This document outlines the process for developing linear models to gapfill fisheries management index scores to use as a resilience layer for the 2019 global assessment.
The following data are used:
Fisheries Management Index data were first introduced in a 2017 paper by Melnychuk et al., Fisheries Management Impacts on Target Species Status. Scores range from 0-1 and rate management effectiveness of fisheries in distinct regions on a stock-by-stock basis. The scores are determined by expert surveys that characterize attributes of research, management, enforcement, and socioeconomic factors.
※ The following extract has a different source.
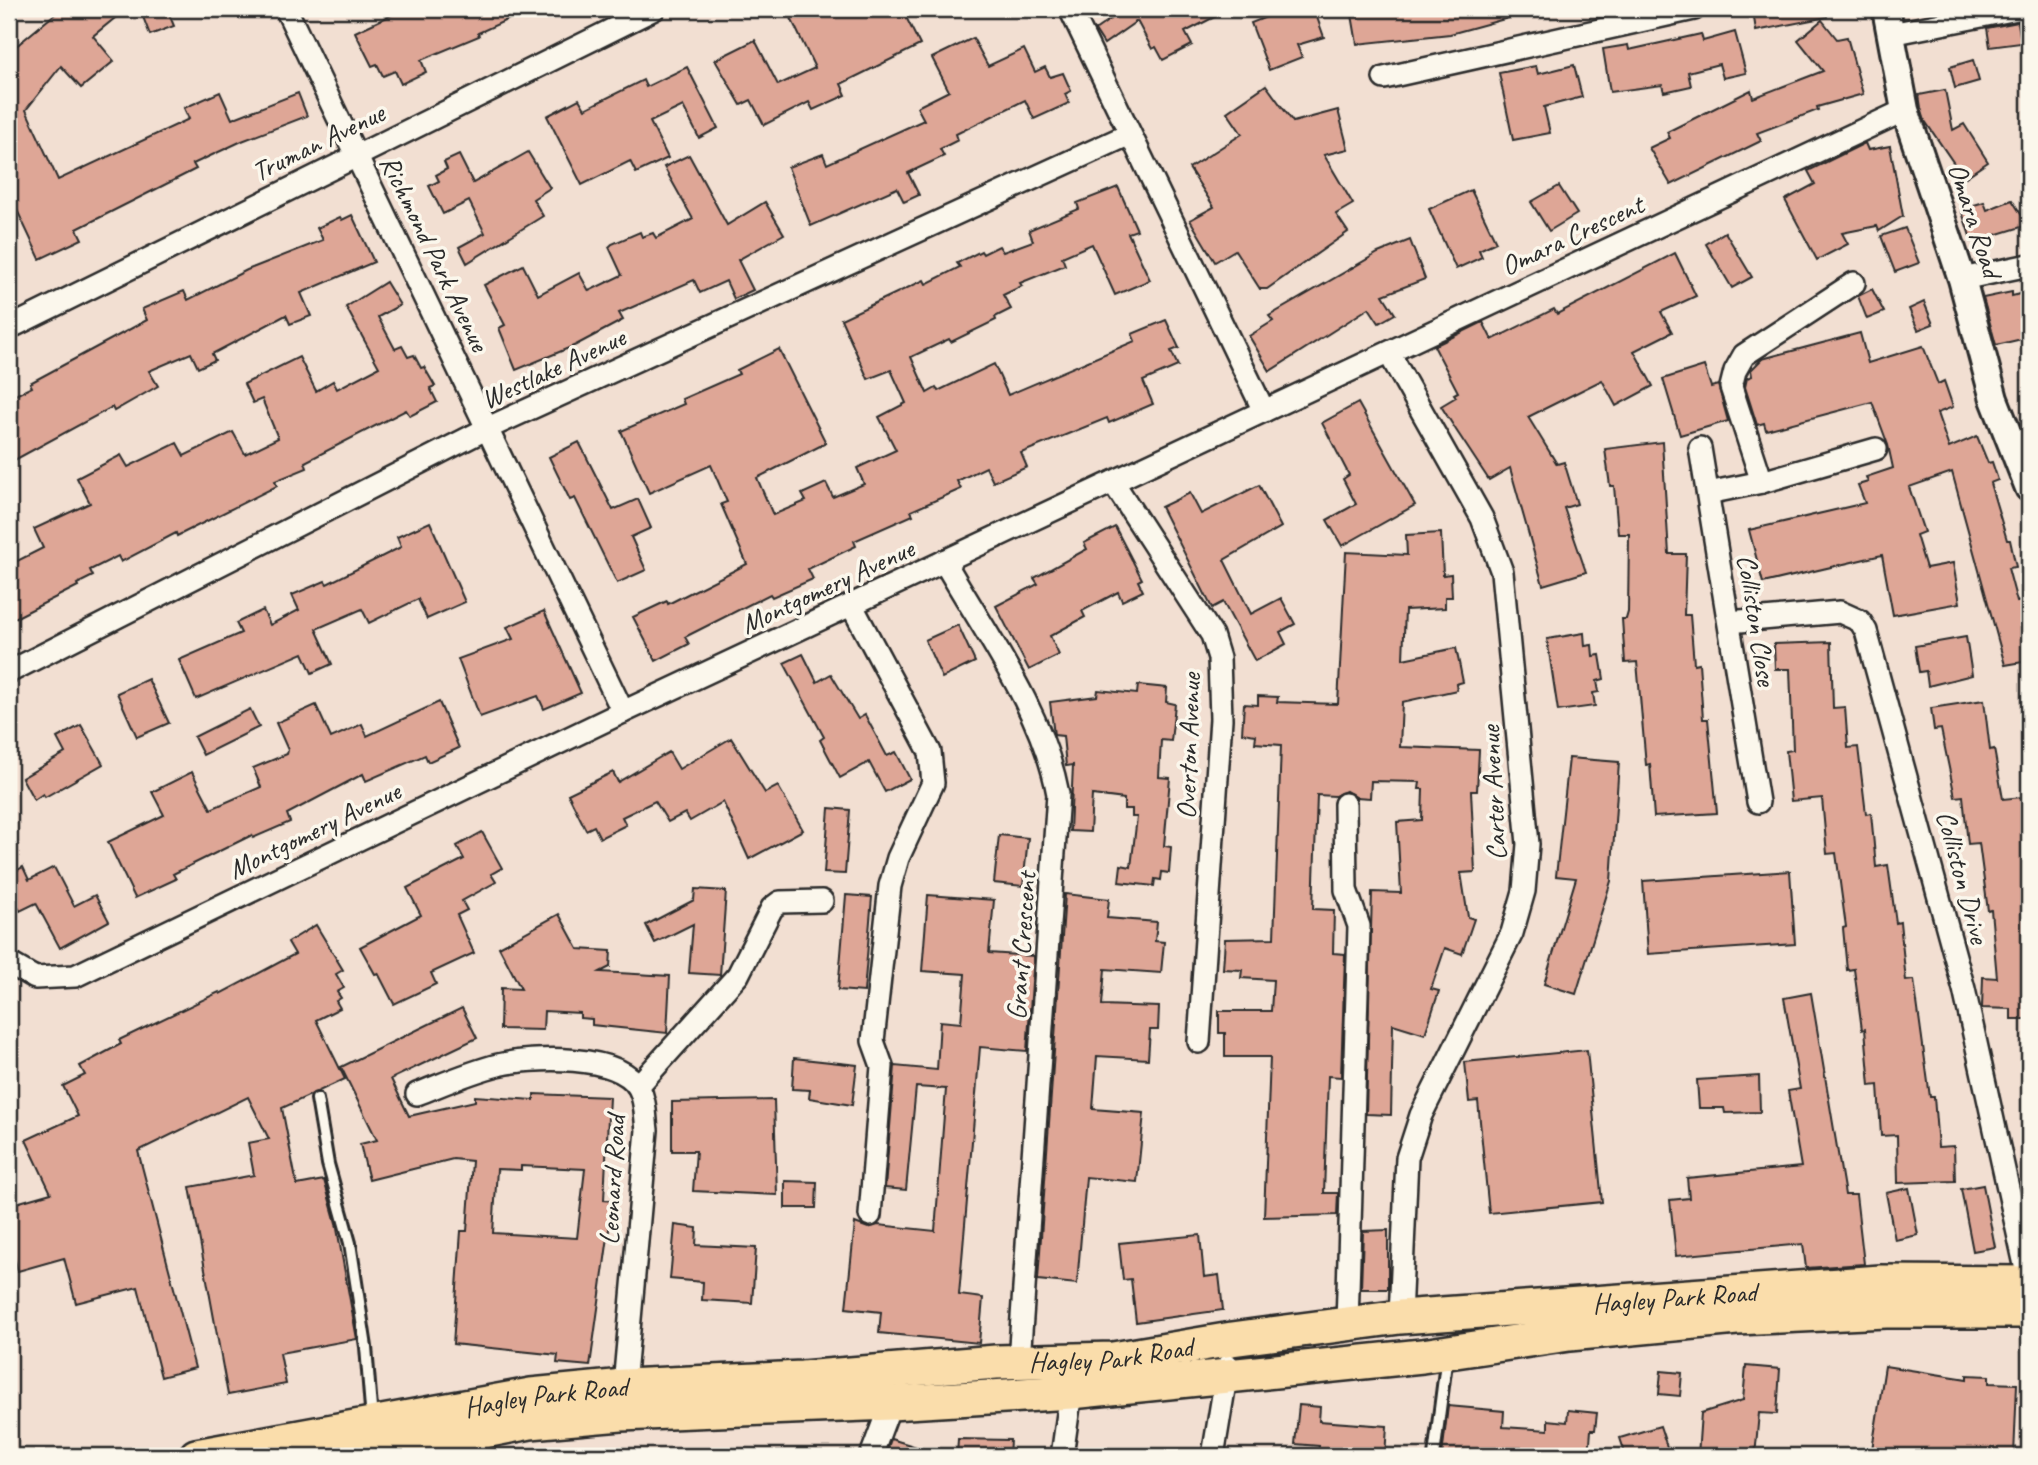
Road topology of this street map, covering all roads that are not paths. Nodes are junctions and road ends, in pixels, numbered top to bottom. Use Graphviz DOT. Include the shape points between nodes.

The first survey was conducted in 2016 in 28 major fishing countries that collectively account for >80% of global catch. Another survey was performed in 2018 on 40 countries, the scores from which we are using for this OHI resilience layer.
Date retreived: 12 July 2019
Method: Data are not accessible in csv format from website, so points were manually entered into excel and saved as a csv (found in v2019/raw). Because FMI scores only exist for 40 out of the 220 OHI regions, we trained linear models using scores from the AO need layer (rescaled GDP per capita per person purchasing power), GDP per capita, World Governance Index (WGI), Social Progress Indicator (SPI), and UN georegion labels to determine which would be most effective for gapfilling the missing data. After comparing the models, we determined SPI and UN georegions to be the best predictors of FMI, and used these models to gapfill FMI scores for the remaining 80 regions. 20 of these regions remain NA as they are uninhabited.
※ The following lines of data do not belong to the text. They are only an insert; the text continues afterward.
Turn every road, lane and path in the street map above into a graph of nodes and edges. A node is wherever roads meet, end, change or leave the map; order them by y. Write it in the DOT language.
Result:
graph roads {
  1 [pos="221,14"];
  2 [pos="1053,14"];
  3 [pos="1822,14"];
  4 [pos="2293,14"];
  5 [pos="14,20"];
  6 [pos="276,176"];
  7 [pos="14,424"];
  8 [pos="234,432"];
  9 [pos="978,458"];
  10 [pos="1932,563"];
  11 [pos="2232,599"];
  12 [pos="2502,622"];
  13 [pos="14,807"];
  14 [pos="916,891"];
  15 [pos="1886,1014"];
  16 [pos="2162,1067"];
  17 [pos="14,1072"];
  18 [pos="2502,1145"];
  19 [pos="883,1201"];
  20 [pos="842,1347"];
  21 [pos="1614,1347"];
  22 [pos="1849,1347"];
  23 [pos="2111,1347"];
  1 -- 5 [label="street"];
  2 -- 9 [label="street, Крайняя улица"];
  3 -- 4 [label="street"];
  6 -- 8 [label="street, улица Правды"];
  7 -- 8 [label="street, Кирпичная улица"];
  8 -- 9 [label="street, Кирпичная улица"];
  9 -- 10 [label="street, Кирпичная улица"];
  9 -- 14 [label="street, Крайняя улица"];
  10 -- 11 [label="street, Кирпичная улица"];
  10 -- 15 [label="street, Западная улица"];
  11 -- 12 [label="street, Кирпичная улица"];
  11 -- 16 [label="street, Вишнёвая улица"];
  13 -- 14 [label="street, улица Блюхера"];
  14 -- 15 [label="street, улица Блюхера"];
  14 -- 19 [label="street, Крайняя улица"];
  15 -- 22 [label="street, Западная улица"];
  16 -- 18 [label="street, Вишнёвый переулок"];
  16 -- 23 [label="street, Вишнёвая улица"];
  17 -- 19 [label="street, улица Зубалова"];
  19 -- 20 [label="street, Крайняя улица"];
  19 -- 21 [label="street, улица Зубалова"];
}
Note: These data were not updated for v2019 at the time of completing the FMI resilience layer.
Citation: http://www.socialprogress.org/
Stern, S., A. Wares and T. Epner. 2018. Social Progress Index: 2018 Methodology Report.
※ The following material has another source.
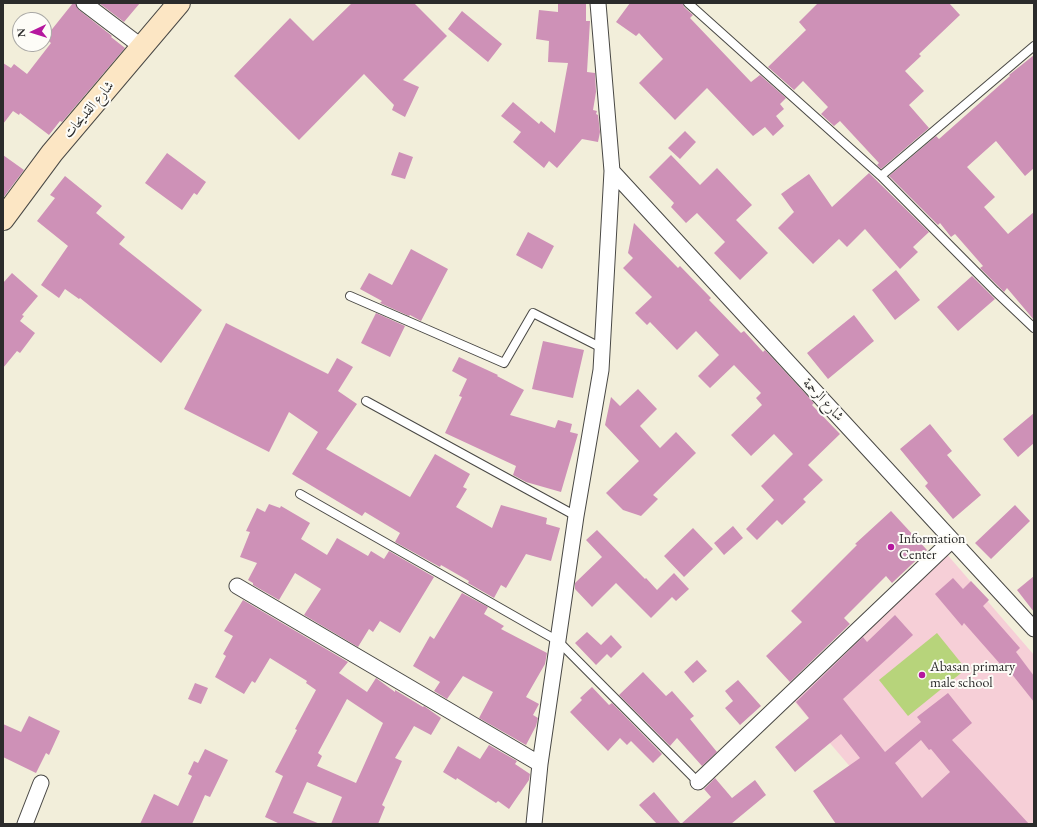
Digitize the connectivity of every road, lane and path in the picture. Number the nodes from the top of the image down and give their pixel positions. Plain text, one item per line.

Source information: http://www.socialprogress.org/ –> Download Data
Date Downloaded: 9/21/2018
Time range: 2014-2018
Native data resolution: country scores
Format: Excel file
Description: Social Progress Index scores and components for countries.
UNgeorgn() loads a dataframe from common.R with UN geopolitical designations, and is commonly used in OHI to gapfill missing data. The distinct regions are derived from the United Nations Statistics Division. Each region is assigned four labels with increasing granularity/specificity: r0_label = World (1 level), r1_label = continental regions (7 levels: Oceania, Asia, Africa, Europe, Southern Islands, Latin America and the Caribbean, and Americas), r2_label = georegions (22 levels for subregions and intermediary regions).
These data have not been updated since 2013, so this is an entirely new method for establishing resilience values.
#library(devtools)
#devtools::install_github("ohi-science/ohicore@dev")
library(ohicore)
library(tidyverse)
library(stringr)
library(WDI) # for accessing World Bank data
library(here)
library(plotly)
library(psych) # for correlation testing
source('https://raw.githubusercontent.com/OHI-Science/ohiprep_v2019/gh-pages/workflow/R/common.R')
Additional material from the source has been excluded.